PROVIDED INFORMATION:
--- --- ---
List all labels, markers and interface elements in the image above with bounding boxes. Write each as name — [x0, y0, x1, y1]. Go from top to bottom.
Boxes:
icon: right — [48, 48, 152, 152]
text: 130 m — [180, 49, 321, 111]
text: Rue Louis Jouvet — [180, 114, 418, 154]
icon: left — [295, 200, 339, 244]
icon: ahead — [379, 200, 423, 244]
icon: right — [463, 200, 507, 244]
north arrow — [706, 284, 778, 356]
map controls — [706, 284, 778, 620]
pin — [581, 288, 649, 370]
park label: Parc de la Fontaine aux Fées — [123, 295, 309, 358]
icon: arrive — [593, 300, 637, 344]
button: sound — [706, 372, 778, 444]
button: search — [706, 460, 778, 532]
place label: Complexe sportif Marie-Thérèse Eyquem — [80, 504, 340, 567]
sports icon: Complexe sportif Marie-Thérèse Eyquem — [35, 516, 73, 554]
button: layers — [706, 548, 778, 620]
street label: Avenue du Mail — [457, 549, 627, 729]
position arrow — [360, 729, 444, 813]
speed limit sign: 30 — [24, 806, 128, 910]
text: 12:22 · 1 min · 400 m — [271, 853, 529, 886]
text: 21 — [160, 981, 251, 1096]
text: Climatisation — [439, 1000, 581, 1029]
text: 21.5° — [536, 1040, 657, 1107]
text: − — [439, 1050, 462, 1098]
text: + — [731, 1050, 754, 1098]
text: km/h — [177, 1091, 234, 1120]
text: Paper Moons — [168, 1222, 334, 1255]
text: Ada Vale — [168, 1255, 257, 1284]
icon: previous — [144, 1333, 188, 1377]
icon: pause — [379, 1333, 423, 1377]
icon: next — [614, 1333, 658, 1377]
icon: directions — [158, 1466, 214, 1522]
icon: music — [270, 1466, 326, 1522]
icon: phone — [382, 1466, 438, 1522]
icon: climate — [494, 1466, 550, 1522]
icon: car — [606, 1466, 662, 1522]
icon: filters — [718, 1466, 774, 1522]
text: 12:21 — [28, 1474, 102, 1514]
--- --- ---
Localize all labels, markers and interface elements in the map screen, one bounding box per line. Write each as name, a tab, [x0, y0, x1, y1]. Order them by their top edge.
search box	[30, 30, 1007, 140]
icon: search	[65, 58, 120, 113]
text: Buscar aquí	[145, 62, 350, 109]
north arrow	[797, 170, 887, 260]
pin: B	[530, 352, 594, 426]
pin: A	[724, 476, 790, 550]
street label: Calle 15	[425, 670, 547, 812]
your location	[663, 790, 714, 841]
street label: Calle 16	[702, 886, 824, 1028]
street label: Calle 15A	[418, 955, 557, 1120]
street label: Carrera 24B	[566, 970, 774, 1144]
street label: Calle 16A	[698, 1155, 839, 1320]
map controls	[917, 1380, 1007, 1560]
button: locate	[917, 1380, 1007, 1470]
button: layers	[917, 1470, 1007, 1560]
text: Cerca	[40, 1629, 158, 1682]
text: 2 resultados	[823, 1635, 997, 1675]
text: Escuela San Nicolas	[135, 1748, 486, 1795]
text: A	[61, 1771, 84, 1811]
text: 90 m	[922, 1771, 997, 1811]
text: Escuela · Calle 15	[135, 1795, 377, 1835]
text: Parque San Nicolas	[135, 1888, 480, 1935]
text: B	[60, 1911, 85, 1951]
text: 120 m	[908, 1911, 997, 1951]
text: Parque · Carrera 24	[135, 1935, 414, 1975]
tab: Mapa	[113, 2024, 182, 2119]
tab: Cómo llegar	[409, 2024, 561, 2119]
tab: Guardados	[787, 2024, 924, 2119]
--- --- ---
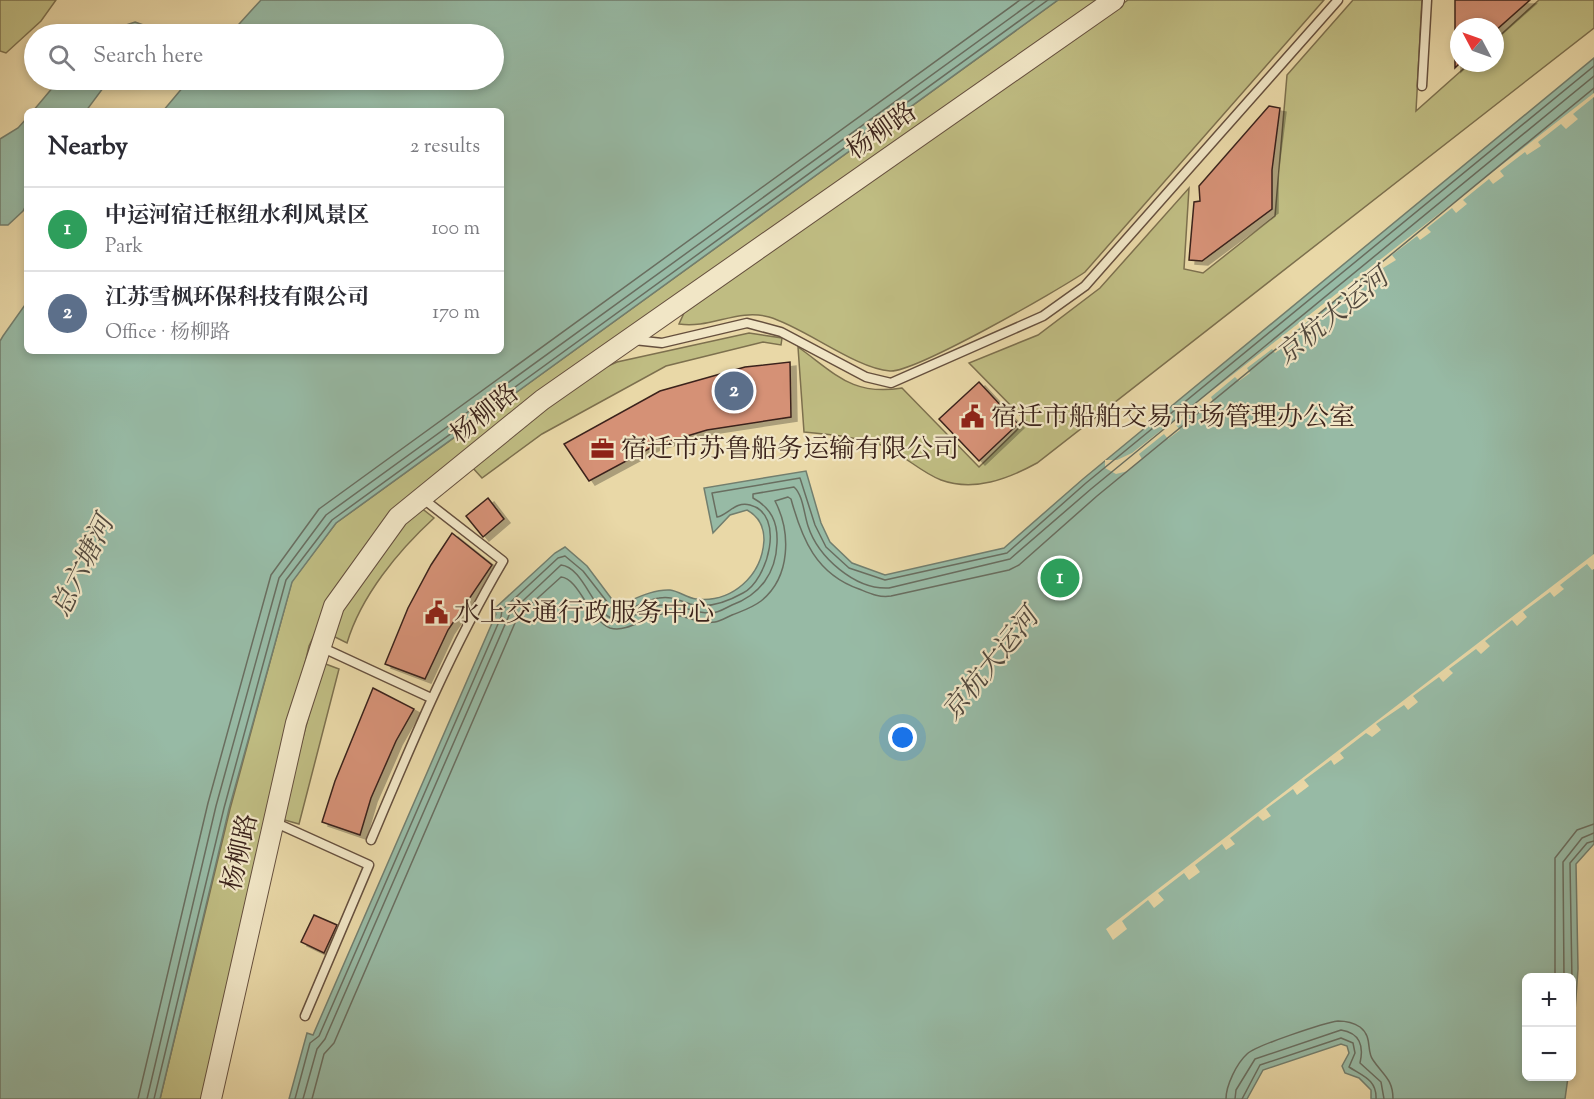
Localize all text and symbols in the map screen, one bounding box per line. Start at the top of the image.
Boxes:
--- --- ---
EXERCISE DETAILS:
Which lines of the data contain the string "image"? Copy each of them.

TASK RESPONSE:
List all labels, markers and interface elements in the image above with bounding boxes. Write each as name — [x0, y0, x1, y1]. Go from top to bottom.
Localize all text and symbols in the map screen, one bounding box per line. Start at the top of the image.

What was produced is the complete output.